WARNING: this article contains content related to a domestic violence murder trial which may be distressing to some readers. Reader discretion is advised. If you or someone you know has been harmed by domestic violence (gender-based violence), contact Archway Society for Domestic Peace at 250-542-1122 (24 hours a day, 7 days a week).
Vitali Stefanski – accused of murdering ex-wife Tatjana Stefanski in the Lumby area two years ago – was hospitalized with a self-inflicted stab wound on the day Tatjana’s body was found, the court heard on Day 3 of the B.C. Supreme Court trial Wednesday, which also saw Tatjana and Vitali’s daughter take the stand.
Vitali’s self-inflicted injury was listed among the admissions of facts at the Kamloops Law Courts May 27. The court heard he had been taken to Vernon Jubilee Hospital by the RCMP on April 14, 2024.
Vitali is accused of second-degree murder in relation to the death of Tatjana, 44, who was last seen the day before on April 13 in the driveway of her Lumby home.
Crown prosecutor Rigel Tessmann had claimed on Tuesday that Vitali emerged from the woods on April 14 near where Tatjana’s body was found on a forest service road, and confessed to the murder to police.
According to Tessmann, Vitali had told police, “‘Yes, she is dead. Yes, I have killed her.’”
Jurors have been informed that Tatjana suffered 21 sharp-force wounds, among them seven stab wounds to her chest which inflicted fatal damage to her heart and lungs.
On Day 3 of the trial Wednesday, Tatjana and Vitali’s daughter testified in B.C. Supreme Court, answering a wide range of questions from the Crown, from the time she moved to Canada from Germany to the days and moments before her mother’s death.
The daughter, now 18, said after Tatjana and Vitali separated in 2021, she would see her father every weekend at times. But as time went on she chose to no longer see him as often. This, she said, was because “our relationship wasn’t good anymore.”
When asked why that was, the daughter explained there was “a lot of toxicity” and Vitali would call her mother derogatory names, which the daughter said she didn’t appreciate. In early 2024 she was rarely talking to her father.

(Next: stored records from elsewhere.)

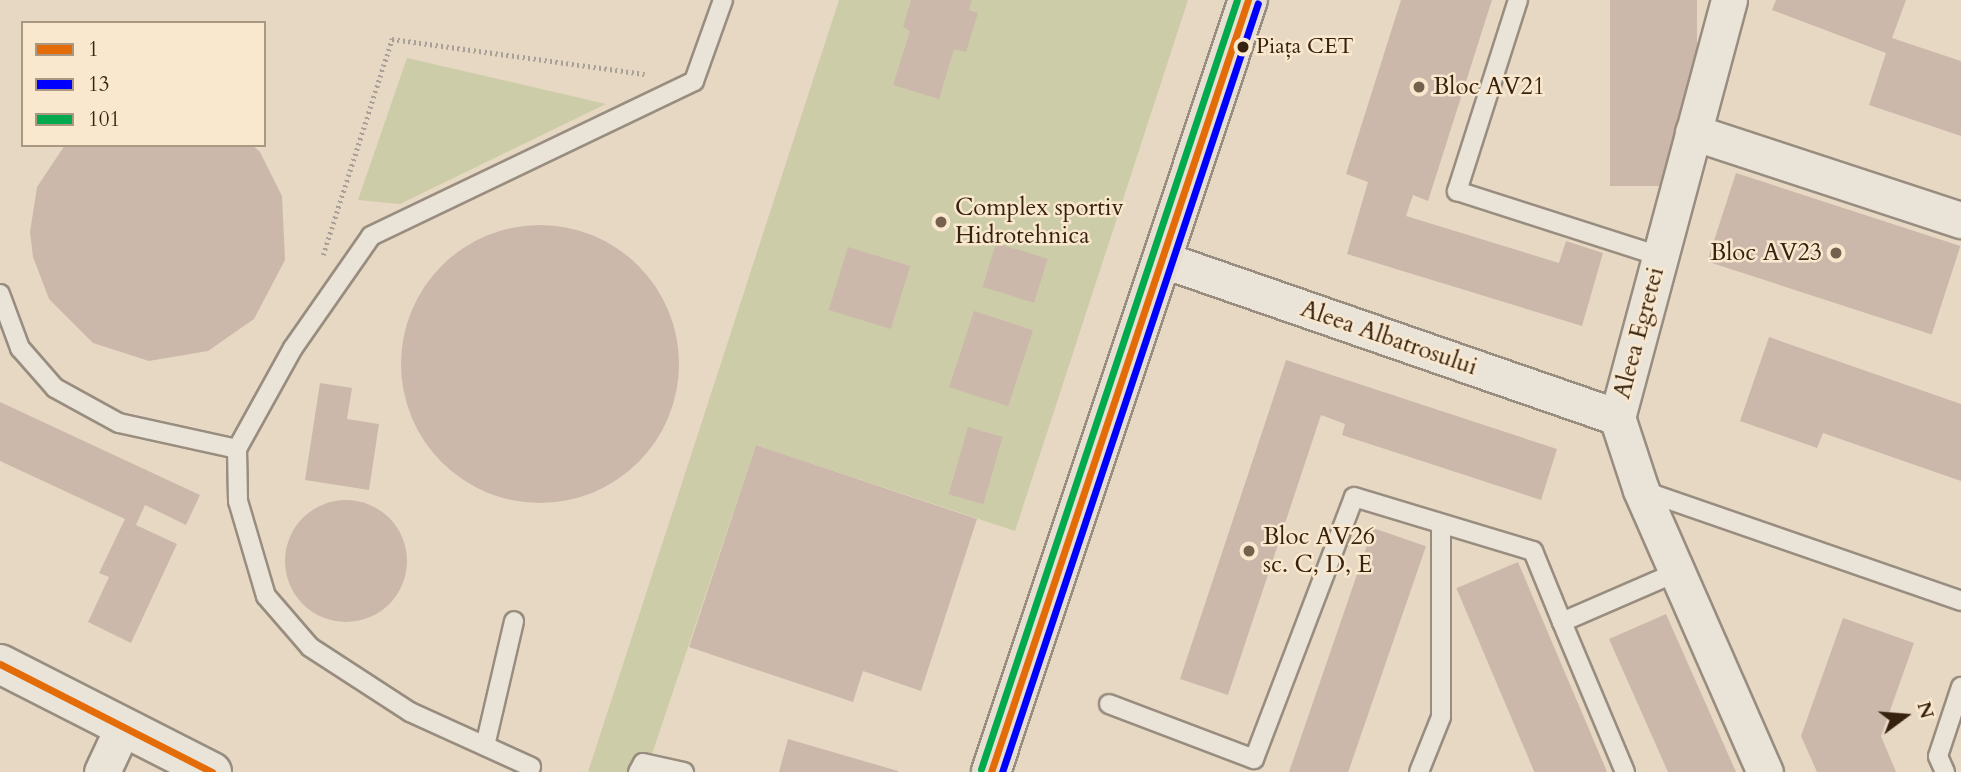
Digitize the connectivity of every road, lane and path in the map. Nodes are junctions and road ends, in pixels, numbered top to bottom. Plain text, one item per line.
1 (723, 0) edge
2 (1248, 0) edge
3 (1518, 0) edge
4 (1728, 0) edge
5 (694, 81) junction
6 (1693, 132) junction
7 (1961, 220) edge
8 (1660, 256) junction
9 (322, 258) dead end
10 (1161, 259) junction
11 (0, 294) edge
12 (1617, 417) junction
13 (237, 449) junction
14 (1641, 490) junction
15 (1441, 525) junction
16 (1677, 572) junction
17 (1961, 601) edge
18 (514, 621) dead end
19 (1562, 622) junction
20 (0, 664) edge
21 (1961, 687) edge
22 (1109, 704) dead end
23 (123, 727) junction
24 (485, 746) junction
25 (1252, 765) edge
26 (531, 767) dead end
27 (102, 772) edge
28 (212, 772) edge
29 (638, 772) edge
30 (684, 772) edge
31 (991, 772) edge
32 (1419, 772) edge
33 (1625, 772) edge
34 (1765, 772) edge
35 (1945, 772) edge

1 - 5 lane
2 - 10 main road
3 - 8 lane
4 - 6 street, Aleea Egretei
5 - 9 path
5 - 13 lane
6 - 7 street
6 - 8 street, Aleea Egretei
8 - 12 street, Aleea Egretei
10 - 12 street, Aleea Albatrosului
10 - 31 main road
11 - 13 lane
12 - 14 street, Aleea Egretei
13 - 24 lane
14 - 16 street, Aleea Egretei
14 - 17 lane
15 - 19 lane
15 - 25 lane
15 - 32 lane
16 - 19 lane
16 - 34 street, Aleea Egretei
18 - 24 lane
19 - 33 lane
20 - 23 street
21 - 35 lane
22 - 25 lane
23 - 27 street
23 - 28 street
24 - 26 lane
29 - 30 lane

On the morning of April 13, the daughter was staying over at her boyfriend’s house when she received a text message from her mother saying her father was “leaving.” She found this to be strange, as her mother rarely texted her in the mornings, and the contents of the message confused her as well.
She clarified that she wasn’t awake at the time she received the message, nor at the time she received a phone call from her mother.
She also received a voice message from Vitali that morning at 7:57 a.m. The message was in Russian, which is the daugher’s first language, learned when she was a young girl living in Germany.
The voice message was played in court. An interpreter confirmed its words: “That’s it, my dear. That’s it. Dad is leaving. I wanted to see you yesterday … but it didn’t work out … You and (her brother) are going to be alone. Be tough. I did everything I could.”
The translated voice message from Vitali also said that Tatjana “destroyed our lives,” and told the daughter to stay away from Tatjana’s parents.
The daughter said she received a call around 9 a.m. from Tatjana’s partner, Jason Gaudreault, who told her Tatjana was not at the house anymore, that Vitali had visited the house and that Gaudreault was looking for them. She said Gaudreault’s voice indicated that it was a serious situation.
The daughter then called the police. Then, she and her boyfriend went driving around Lumby looking for her mom and Vitali’s black Audi.
She said after about an hour, she returned to the house to be with her younger brother.
“It seemed like everything was paused in time,” she recalled to the court.
RCMP officers arrived at the house and asked a few questions before retrieving keys to a nearby storage locker that Vitali had put inside a suitcase he’d given to his son that morning, the daughter said.
As described by the daughter in photographs she was shown in court, the suitcase contained a watch and a chain which Vitali wore often, according to the daughter, as well as silver plates, crystals, toy cars, Vitali’s German passport and a photograph of the daughter from when she was a young child.
In a brief cross-examination, defence lawyer Tony Lagemaat asked the daughter questions about where her bedroom and her brother’s bedroom were in the house, and the frequency she spent nights at her boyfriend’s house.
With regards to her statement that Vitali often wore the chain and watch found in the suitcase, the daughter agreed with Lagemaat that she had not seen much of her father in the months leading up to the incident.
Day 4 of the trial is scheduled to begin at 10 a.m. Thursday, May 28.